Recent changes in city governments, however, have breathed new life into the victims’ fight for justice. In May 2015, a judge in Soria, a provincial capital north of Madrid, unexpectedly opened a legal investigation into the murder of ten men killed in the first month of the war, whose remains were exhumed in 2013. A growing number of city councils—including Pamplona and Zaragoza—have joined the Argentine suit and are filing their own with Spanish courts as well, while other cities are in the process of doing the same. In its electoral program, Podemos has called for implementation of the UN recommendations. Even Albert Rivera’s Ciudadanos party recognizes the right of families to recover the remains of their loved ones, though it opposes revisiting the amnesty law.

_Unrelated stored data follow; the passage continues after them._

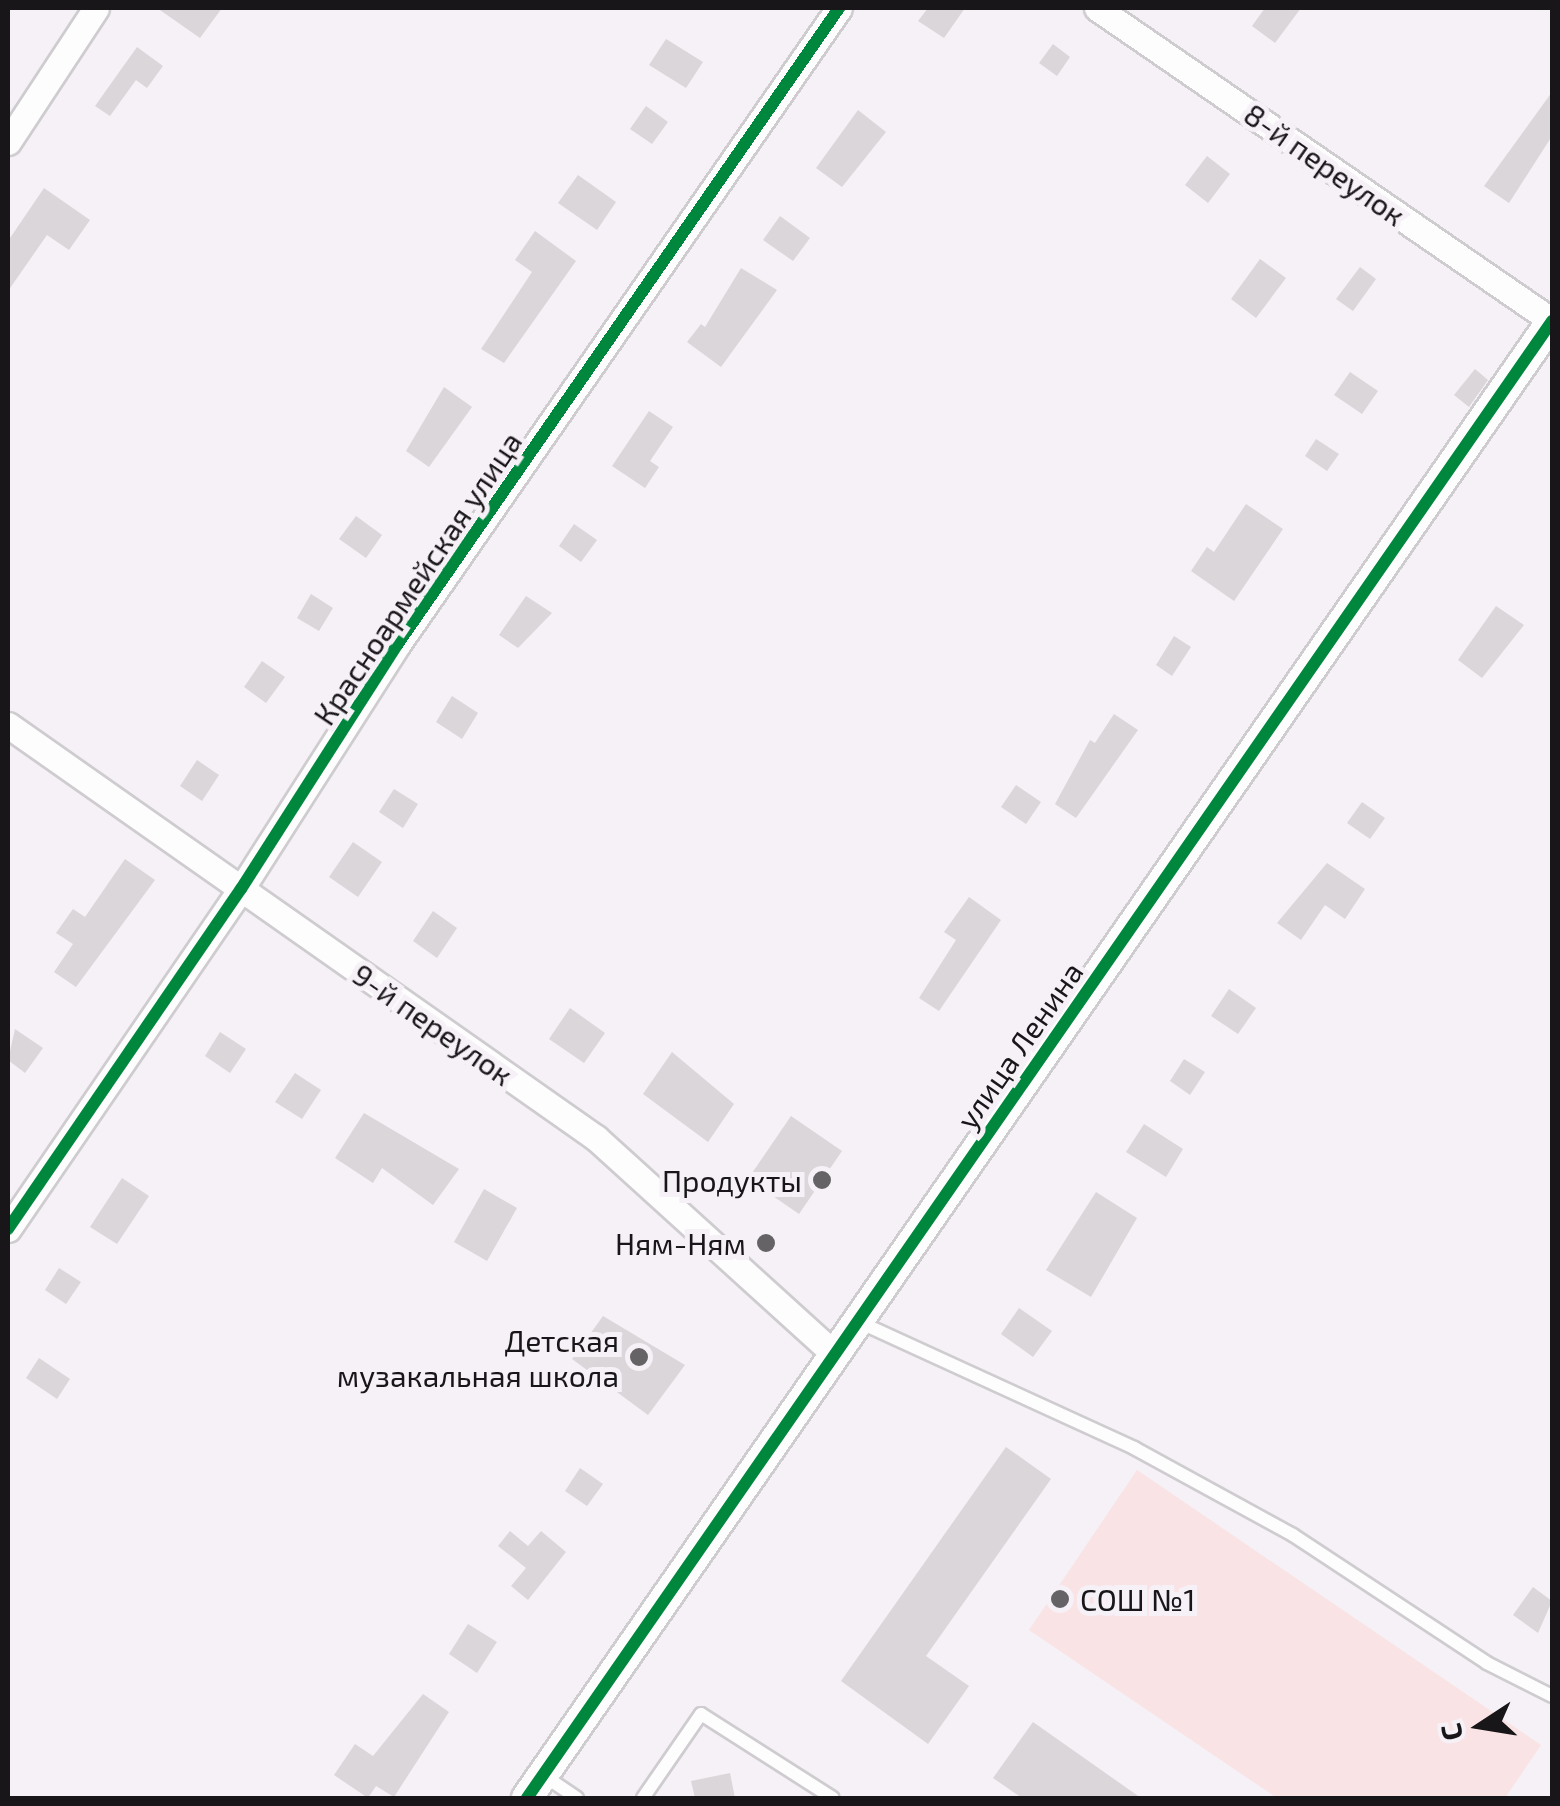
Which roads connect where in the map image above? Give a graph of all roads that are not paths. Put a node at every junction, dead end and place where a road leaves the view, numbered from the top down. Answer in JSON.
{"nodes":[{"id":1,"x":96,"y":8,"type":"edge"},
{"id":2,"x":840,"y":8,"type":"edge"},
{"id":3,"x":1097,"y":8,"type":"edge"},
{"id":4,"x":8,"y":142,"type":"edge"},
{"id":5,"x":1552,"y":321,"type":"edge"},
{"id":6,"x":8,"y":725,"type":"edge"},
{"id":7,"x":241,"y":889,"type":"junction"},
{"id":8,"x":8,"y":1229,"type":"edge"},
{"id":9,"x":858,"y":1321,"type":"junction"},
{"id":10,"x":834,"y":1354,"type":"junction"},
{"id":11,"x":1552,"y":1696,"type":"edge"},
{"id":12,"x":535,"y":1787,"type":"edge"},
{"id":13,"x":577,"y":1798,"type":"edge"},
{"id":14,"x":644,"y":1798,"type":"edge"},
{"id":15,"x":833,"y":1798,"type":"edge"}],
"edges":[{"from":1,"to":4,"type":"street"},
{"from":2,"to":7,"type":"street","name":"Красноармейская улица"},
{"from":3,"to":5,"type":"street","name":"8-й переулок"},
{"from":5,"to":9,"type":"street","name":"улица Ленина"},
{"from":6,"to":7,"type":"street","name":"9-й переулок"},
{"from":7,"to":8,"type":"street","name":"Красноармейская улица"},
{"from":7,"to":10,"type":"street","name":"9-й переулок"},
{"from":9,"to":10,"type":"street","name":"улица Ленина"},
{"from":9,"to":11,"type":"lane"},
{"from":10,"to":12,"type":"street","name":"улица Ленина"},
{"from":12,"to":13,"type":"lane"},
{"from":14,"to":15,"type":"lane"}]}
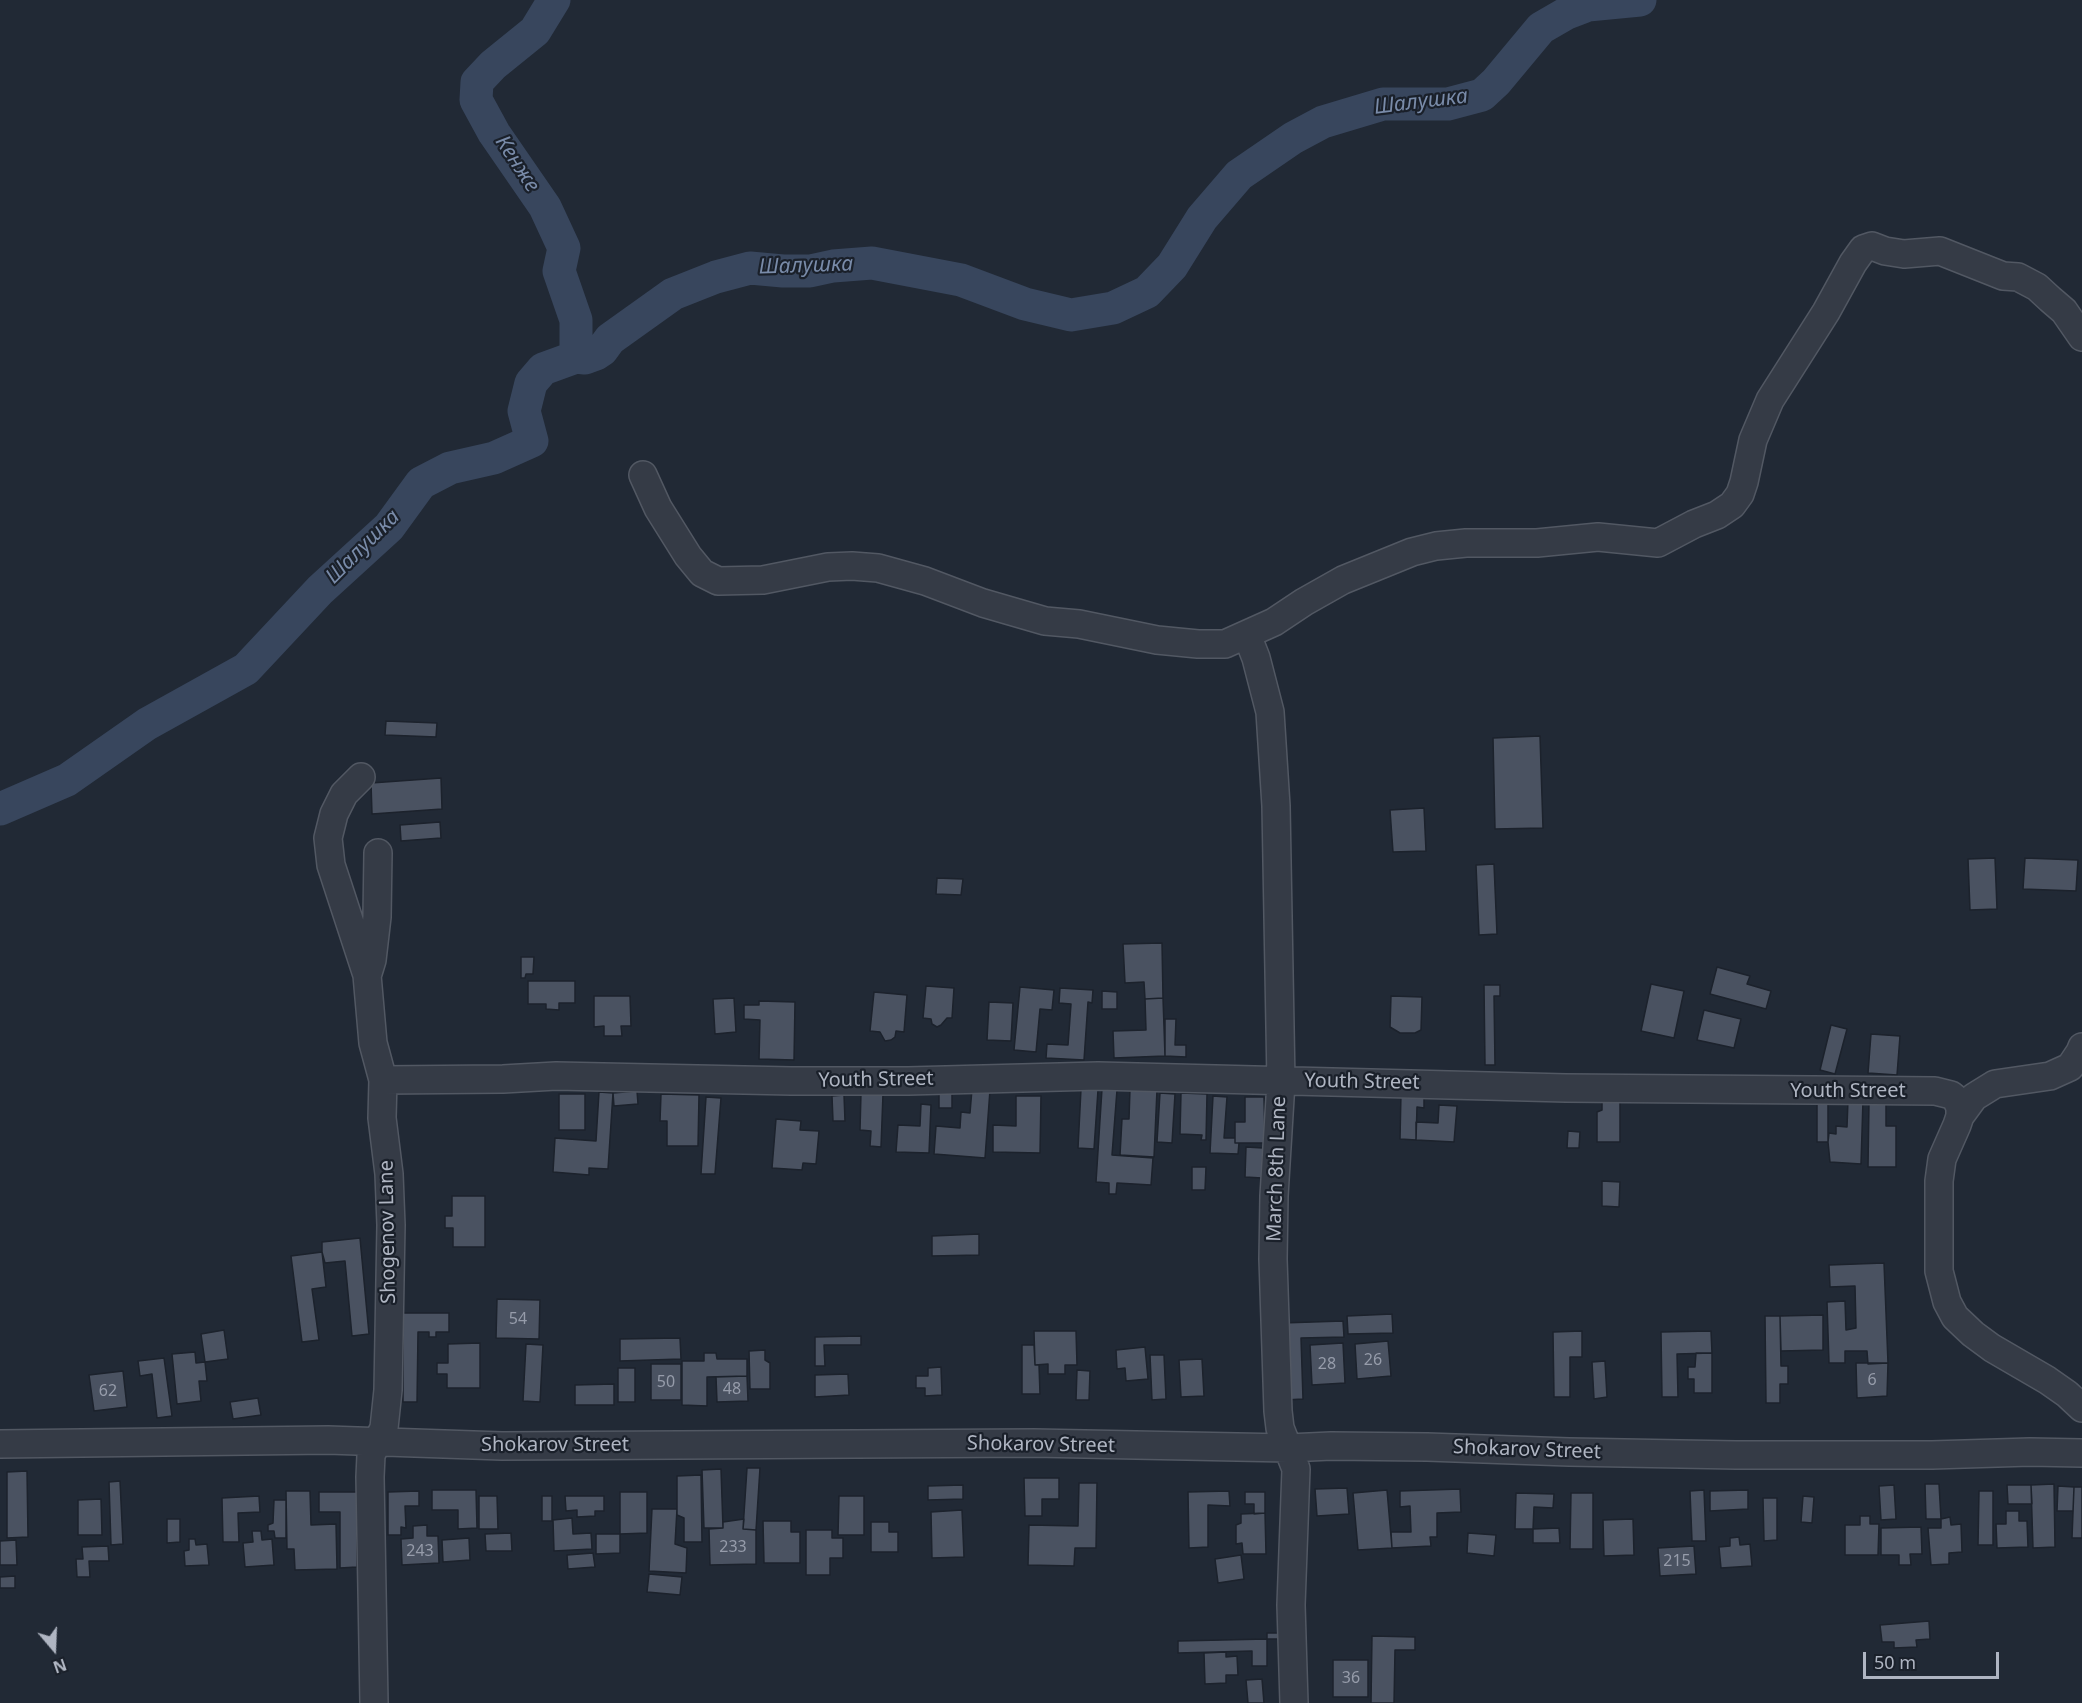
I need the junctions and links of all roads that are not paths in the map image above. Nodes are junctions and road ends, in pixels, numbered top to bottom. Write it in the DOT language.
graph roads {
  1 [pos="2082,338"];
  2 [pos="643,475"];
  3 [pos="1247,635"];
  4 [pos="362,777"];
  5 [pos="378,853"];
  6 [pos="367,975"];
  7 [pos="2082,1047"];
  8 [pos="382,1080"];
  9 [pos="1281,1082"];
  10 [pos="1960,1116"];
  11 [pos="2082,1408"];
  12 [pos="378,1442"];
  13 [pos="0,1444"];
  14 [pos="1288,1448"];
  15 [pos="2082,1453"];
  16 [pos="374,1703"];
  17 [pos="1294,1703"];
  1 -- 3 [label="street"];
  2 -- 3 [label="street"];
  3 -- 9 [label="street, March 8th Lane"];
  4 -- 6 [label="street, Shogenov Lane"];
  5 -- 6 [label="street"];
  6 -- 8 [label="street, Shogenov Lane"];
  7 -- 10 [label="street"];
  8 -- 9 [label="street, Youth Street"];
  8 -- 12 [label="street, Shogenov Lane"];
  9 -- 10 [label="street, Youth Street"];
  9 -- 14 [label="street, March 8th Lane"];
  10 -- 11 [label="street"];
  12 -- 13 [label="street, Shokarov Street"];
  12 -- 14 [label="street, Shokarov Street"];
  12 -- 16 [label="street, Shogenov Lane"];
  14 -- 15 [label="street, Shokarov Street"];
  14 -- 17 [label="street, March 8th Lane"];
}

Although it is not clear what governmental coalition will come out of Spain’s fragmented new parliament, it will face increasing pressure to bring its policies in line with established international policies on transitional justice.
The political and psychological impact of possibly seeing former Franco officials in the dock is hard to overestimate. “The Argentine case has instilled tremendous hope,” Carracedo and Bahar, the filmmakers, say. “When it seems like nothing can be done, that there’s absolutely no hope of obtaining justice, here comes a new possibility.” What justice means is different for every victim, they add. “Some want to prosecute still-living perpetrators, others just want a loved one’s remains to be exhumed, or to learn the truth about what happened—yet they all deposit hope in this lawsuit as a tool in their journey toward justice.”
But the real battle over the narrative of Spanish history will be fought in the classroom, says the historian Fernando Hernández Sánchez, who has criticized the minimal and skewed coverage of the civil war and Francoism in high school textbooks. “The enormous amount of academic research of the past 25 years has yet to trickle down,” he says. In a 2006 poll, 30 percent of Spaniards said that Franco’s 1936 coup was justified. And four years later, 35 percent said that under Franco there was more “order and peace.”